Une épopée pour notre temps

Des romans de Maylis de Kerangal ont été adaptés au cinéma : Réparer les vivants (2016), Corniche Kennedy (2017). Cela tient sans doute au fait que, romancière du corps et de l’espace, l’auteure s’inspire du médium cinématographique dans sa dimension spectaculaire et documentariste, utilisant panoramiques et travellings pour donner à voir le réel dans son ampleur. Elle n’a pas le regard tourné vers elle-même, mais au contraire vers le dehors, les autres et l’ailleurs. Sa formation en cartographie et en anthropologie nourrit en outre une curiosité presque documentaire. Ses récits nomades font une large place aux transports et aux zones frontalières (corniche, pont, vague) comme aux flux extérieurs et intérieurs d’une humanité en mouvement.

La romancière observe avec tendresse des personnages qui tentent de se créer des espaces de fuite. Elle ne se veut pas dans une posture de surplomb, mais au contraire en immersion, à leurs côtés. Son écriture, qu’elle aime à définir comme poreuse, a le souci de faire entendre au plus juste les voix intérieures de chacun d’eux. À travers onomatopées, langage familier et anglicismes, l’originalité de son traitement de l’oralité et de la langue vivante réside dans le feuilletage des discours, dans l’alternance des voix. Elle prend le parti du présent – son temps verbal privilégié – et de la présence, parvenant à l’intensification du moment par un rendu précis, qui mobilise la vision et l’ouïe, des sensations et des expériences.

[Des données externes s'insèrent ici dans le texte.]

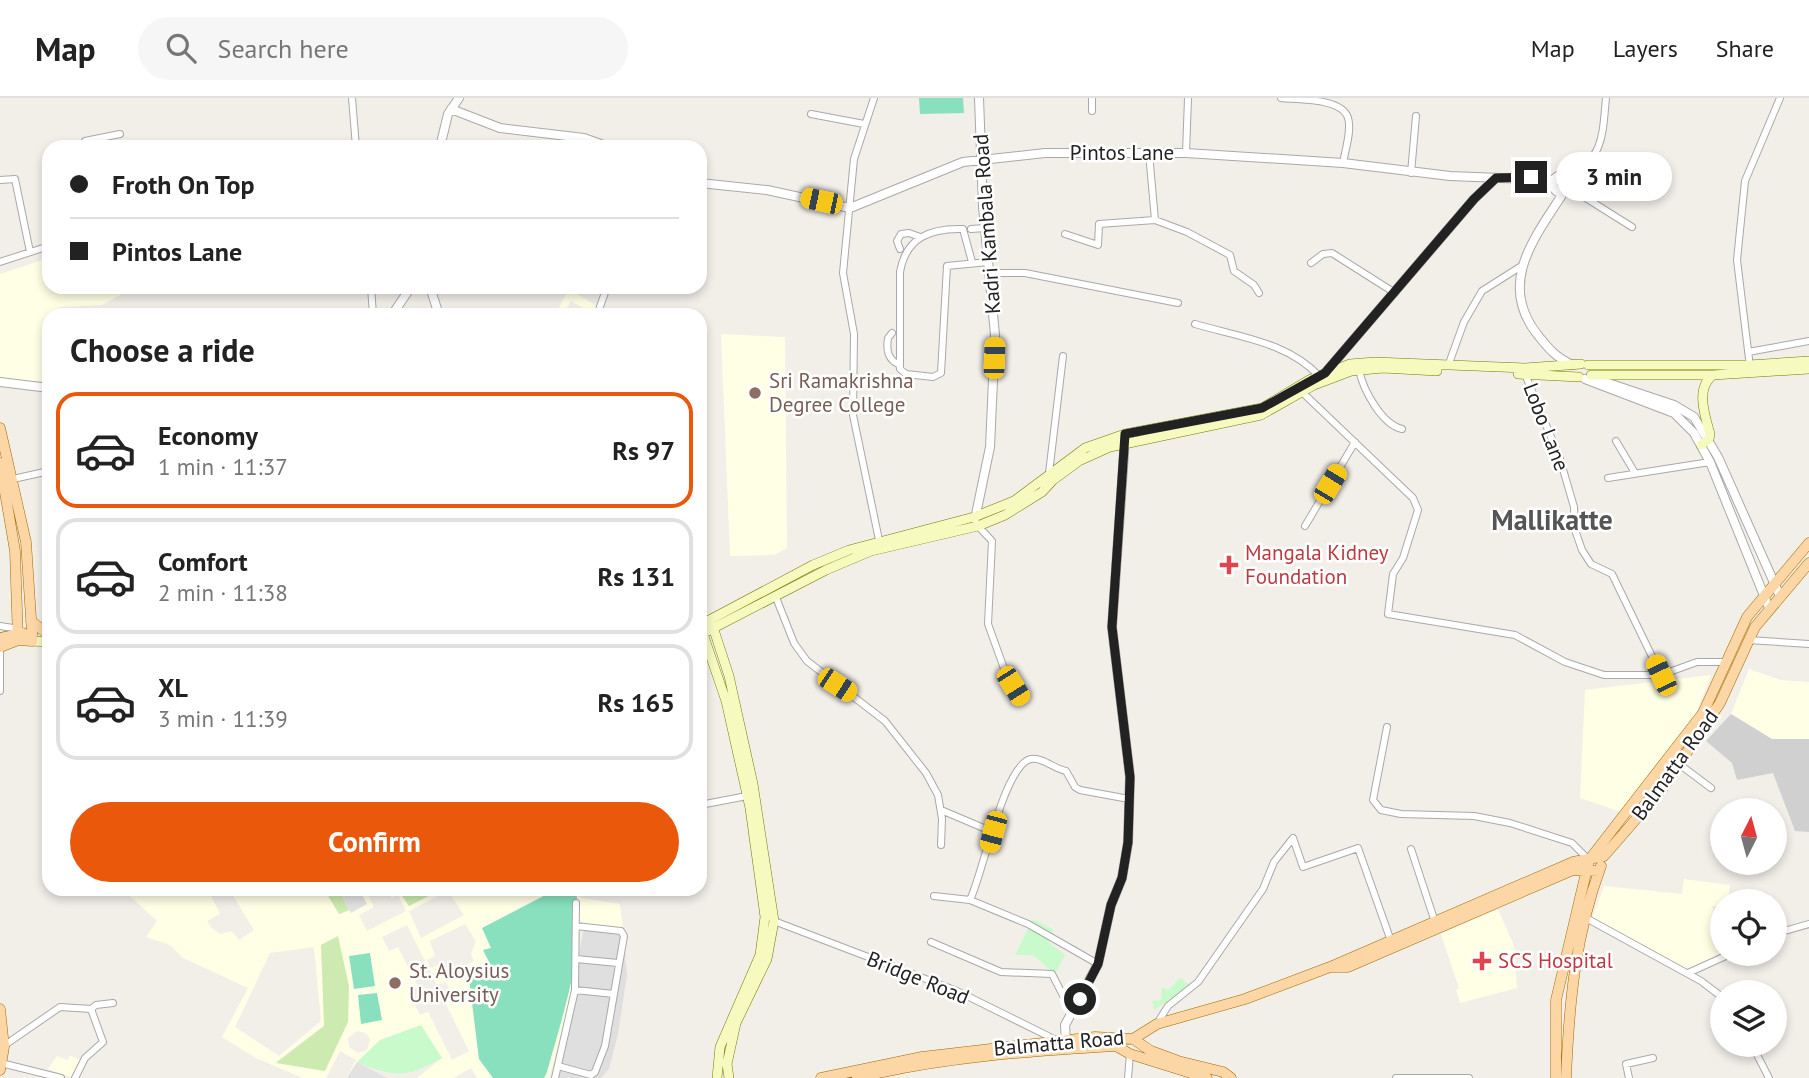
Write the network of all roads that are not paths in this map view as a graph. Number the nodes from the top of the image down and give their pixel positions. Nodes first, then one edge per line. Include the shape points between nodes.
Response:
1 (352, 98) edge
2 (459, 98) edge
3 (874, 98) edge
4 (979, 98) edge
5 (1092, 98) edge
6 (1188, 98) edge
7 (1281, 98) edge
8 (1606, 98) edge
9 (1780, 98) edge
10 (1336, 101) edge
11 (451, 109) junction
12 (1092, 111) dead end
13 (811, 114) dead end
14 (1416, 116) dead end
15 (864, 124) junction
16 (120, 134) dead end
17 (90, 140) edge
18 (355, 140) edge
19 (442, 140) edge
20 (589, 140) edge
21 (1149, 153) junction
22 (1186, 153) junction
23 (981, 159) junction
24 (1343, 163) junction
25 (1411, 173) junction
26 (1496, 178) junction
27 (0, 180) edge
28 (1554, 180) junction
29 (707, 184) edge
30 (1568, 187) junction
31 (850, 208) junction
32 (1156, 220) junction
33 (1632, 227) dead end
34 (971, 229) dead end
35 (985, 229) junction
36 (1065, 234) dead end
37 (920, 237) junction
38 (42, 248) edge
39 (900, 249) dead end
40 (30, 252) junction
41 (0, 262) edge
42 (972, 262) junction
43 (988, 262) junction
44 (1311, 262) dead end
45 (1522, 265) junction
46 (989, 273) junction
47 (1259, 293) dead end
48 (1395, 293) junction
49 (1178, 303) dead end
50 (1195, 324) dead end
51 (892, 333) dead end
52 (1809, 341) edge
53 (1748, 352) junction
54 (1063, 356) dead end
55 (1809, 361) edge
56 (900, 365) junction
57 (1581, 365) junction
58 (1448, 366) junction
59 (1750, 369) junction
60 (1809, 369) edge
61 (1359, 370) junction
62 (1525, 374) junction
63 (1713, 375) junction
64 (1323, 377) junction
65 (1586, 377) junction
66 (0, 382) edge
67 (42, 387) edge
68 (1302, 392) junction
69 (0, 428) edge
70 (1402, 429) dead end
71 (1125, 438) junction
72 (1616, 441) dead end
73 (1355, 442) junction
74 (1705, 442) junction
75 (1710, 462) junction
76 (0, 463) edge
77 (42, 473) edge
78 (1049, 473) junction
79 (1635, 473) junction
80 (1608, 478) dead end
81 (13, 479) junction
82 (976, 521) junction
83 (1305, 526) dead end
84 (879, 540) junction
85 (1809, 543) edge
86 (1809, 563) edge
87 (1775, 585) junction
88 (772, 587) junction
89 (1765, 595) junction
90 (1780, 596) junction
91 (776, 598) junction
92 (1769, 608) junction
93 (30, 621) junction
94 (0, 626) edge
95 (707, 628) edge
96 (707, 628) edge
97 (13, 630) edge
98 (42, 630) edge
99 (707, 632) edge
100 (42, 636) edge
101 (707, 636) edge
102 (32, 637) junction
103 (42, 640) edge
104 (1748, 640) junction
105 (1809, 644) edge
106 (0, 649) edge
107 (1728, 662) junction
108 (1661, 675) junction
109 (0, 691) edge
110 (1021, 699) dead end
111 (1387, 727) dead end
112 (1679, 764) junction
113 (1711, 788) dead end
114 (747, 796) junction
115 (1129, 799) junction
116 (707, 804) edge
117 (941, 810) junction
118 (993, 832) junction
119 (941, 845) dead end
120 (1411, 849) dead end
121 (1604, 856) junction
122 (1588, 865) junction
123 (1599, 872) junction
124 (934, 896) dead end
125 (970, 900) junction
126 (576, 903) dead end
127 (1586, 918) junction
128 (774, 921) junction
129 (1435, 922) junction
130 (576, 926) junction
131 (1809, 926) edge
132 (1787, 931) edge
133 (1391, 940) junction
134 (931, 942) dead end
135 (576, 959) junction
136 (618, 963) junction
137 (1710, 963) edge
138 (1098, 964) junction
139 (1330, 967) junction
140 (1688, 973) junction
141 (1710, 989) edge
142 (575, 990) junction
143 (614, 994) junction
144 (113, 1003) dead end
145 (0, 1009) edge
146 (91, 1009) junction
147 (1072, 1013) junction
148 (1157, 1024) junction
149 (1133, 1039) junction
150 (1063, 1041) junction
151 (2, 1047) edge
152 (1132, 1055) junction
153 (1758, 1057) edge
154 (1653, 1058) dead end
155 (1, 1066) edge
156 (558, 1066) junction
157 (61, 1078) edge
158 (75, 1078) edge
159 (555, 1078) edge
160 (718, 1078) edge
161 (729, 1078) edge
162 (821, 1078) edge
163 (857, 1078) edge
164 (1128, 1078) edge
165 (1207, 1078) edge
166 (1231, 1078) edge
167 (1396, 1078) edge
168 (1469, 1078) edge
169 (1556, 1078) edge
170 (1566, 1078) edge
171 (1629, 1078) edge
172 (1769, 1078) edge

1 - 18 street
2 - 11 street
3 - 15 street
4 - 23 street, Kadri Kambala Road
5 - 12 street
6 - 22 street
7 - 10 street
8 - 30 street via 1602,141 1592,162
9 - 53 street via 1745,181 1737,260
10 - 24 street via 1349,119
11 - 19 street
11 - 20 street via 500,128
13 - 15 street
14 - 25 street
15 - 31 street via 854,159
16 - 17 street
21 - 22 street, Pintos Lane
21 - 23 street, Pintos Lane via 1045,153
21 - 32 street
22 - 24 street, Pintos Lane
23 - 31 street, Pintos Lane
23 - 35 street, Kadri Kambala Road
24 - 25 street, Pintos Lane
25 - 26 street, Pintos Lane
26 - 28 street, Pintos Lane
26 - 48 street
27 - 40 street via 15,179
28 - 30 street, Pintos Lane via 1560,175
28 - 30 street via 1556,190
29 - 31 street via 767,190
30 - 33 street
30 - 45 street
31 - 84 street via 843,264 854,334 853,415
32 - 36 street via 1099,224 1098,245
32 - 47 street via 1230,255 1234,271
34 - 35 street
35 - 43 street, Kadri Kambala Road
37 - 39 street via 901,234 897,241
37 - 42 street via 931,230 963,229
37 - 56 street via 904,256 900,272
38 - 40 street
40 - 41 street
42 - 43 street
42 - 56 street via 945,268 941,373 933,377 906,374
43 - 46 street, Kadri Kambala Road
44 - 48 street via 1332,253
45 - 57 street via 1517,289 1531,326 1559,359
45 - 58 street via 1482,291 1464,322
46 - 49 street via 1025,273
46 - 82 street, Kadri Kambala Road via 995,335 990,434
48 - 64 street
50 - 64 street via 1281,348
51 - 56 street via 888,354
52 - 53 street
53 - 59 street
54 - 78 street
55 - 59 main road
57 - 58 main road
57 - 59 main road
57 - 65 main road via 1577,369
58 - 64 main road via 1375,362 1350,365
59 - 60 main road
59 - 63 main road
61 - 62 main road
61 - 64 main road
61 - 70 street via 1383,415
62 - 65 main road
62 - 108 street, Lobo Lane via 1560,459 1582,550 1591,564 1612,574
63 - 65 main road
63 - 74 main road via 1705,383 1703,398
64 - 68 main road
64 - 71 main road via 1262,408
65 - 74 street via 1675,405 1694,417
66 - 67 street
68 - 71 main road via 1261,415
68 - 73 street
69 - 81 main road
71 - 78 main road via 1085,448
71 - 82 main road via 1079,461 1023,507
71 - 115 street via 1112,627 1121,682
72 - 79 street
73 - 83 street
73 - 108 street via 1413,498 1418,510 1393,574 1388,614 1515,635 1565,662 1604,675
74 - 75 street
74 - 87 street
75 - 79 street
75 - 89 street
76 - 97 main road via 15,551
77 - 81 street
78 - 82 main road via 1014,501
79 - 80 street
81 - 93 main road via 26,542
82 - 84 main road
82 - 91 main road via 871,551
82 - 110 street via 992,541 988,624 1006,674
84 - 88 main road
85 - 87 main road
86 - 90 main road, Balmatta Road
87 - 89 main road
87 - 90 street
88 - 91 street
88 - 96 main road
89 - 92 street
89 - 107 main road via 1747,617
90 - 92 main road, Balmatta Road
91 - 95 main road
91 - 117 street via 794,643 807,661 868,705 900,738 938,795
92 - 104 main road, Balmatta Road
93 - 98 main road
93 - 102 main road
94 - 97 street
97 - 102 main road
97 - 106 main road
99 - 128 main road via 725,662 758,811
100 - 102 main road
101 - 114 main road
102 - 103 main road
104 - 105 street
104 - 112 main road, Balmatta Road via 1720,703
106 - 109 street
107 - 108 street via 1697,662
107 - 122 main road via 1703,713
111 - 122 street via 1373,800 1381,810 1488,817 1572,843
112 - 113 street
112 - 121 main road, Balmatta Road
114 - 116 street
114 - 160 main road via 765,917 760,955 723,1038
115 - 118 street via 1074,788 1066,771 1028,759 1019,765 1007,789
115 - 138 street via 1122,878
117 - 118 street
117 - 119 street
118 - 125 street via 981,879
120 - 129 street
121 - 122 main road, Balmatta Road
121 - 123 main road
122 - 123 main road, Balmatta Road
122 - 129 main road, Balmatta Road via 1573,862
122 - 139 main road, Balmatta Road via 1348,967
122 - 169 main road via 1556,1000
123 - 127 main road
124 - 125 street
125 - 138 street via 1028,924
126 - 130 street
127 - 140 street
127 - 170 main road via 1569,995
128 - 150 street, Bridge Road via 957,991
128 - 161 main road via 767,959 736,1023 727,1064
129 - 133 main road, Balmatta Road
130 - 135 street
130 - 136 street via 622,932
131 - 132 street
133 - 139 main road, Balmatta Road
133 - 148 street via 1358,848 1303,867 1293,838 1198,982 1168,1006
134 - 147 street via 1001,971 1052,974
135 - 136 street
135 - 142 street
136 - 143 street
137 - 140 street
138 - 147 street
139 - 148 main road, Balmatta Road via 1245,999
140 - 141 street
142 - 143 street
142 - 156 street
143 - 156 street via 605,1046 594,1074
144 - 146 street
145 - 151 main road
146 - 151 street via 60,1007
146 - 158 street via 103,1042 85,1058
147 - 150 street
148 - 149 main road, Balmatta Road
149 - 150 main road, Balmatta Road
149 - 152 main road
149 - 166 main road via 1151,1051
150 - 162 main road, Balmatta Road via 922,1057
151 - 155 main road
152 - 163 main road via 1116,1046 1067,1049
152 - 164 street
152 - 165 main road
153 - 172 street
154 - 171 street via 1626,1063
155 - 157 street
156 - 159 street
167 - 168 street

Mais la singularité de son écriture est avant tout portée par une phrase ample, « une forme de phrase qui tente d’être totale, comme un filet que je lance et tire, un peu attrape-tout. On peut la voir comme une vaste description, mais qui agrège du dialogue, de la pensée. » (2012) Sensible aux rythmes, elle alterne dilatation et accélération. Le flux de ses phrases incorpore des éléments hétérogènes issus d’univers variés, mêle les langages au point que Maylis de Kerangal aime se dire « traductrice ». Termes rares et précieux ou réminiscences littéraires côtoient des langages familiers ou grossiers. Elle rapatrie avec gourmandise dans la langue littéraire les mots techniques des chantiers, de la médecine ou de la peinture.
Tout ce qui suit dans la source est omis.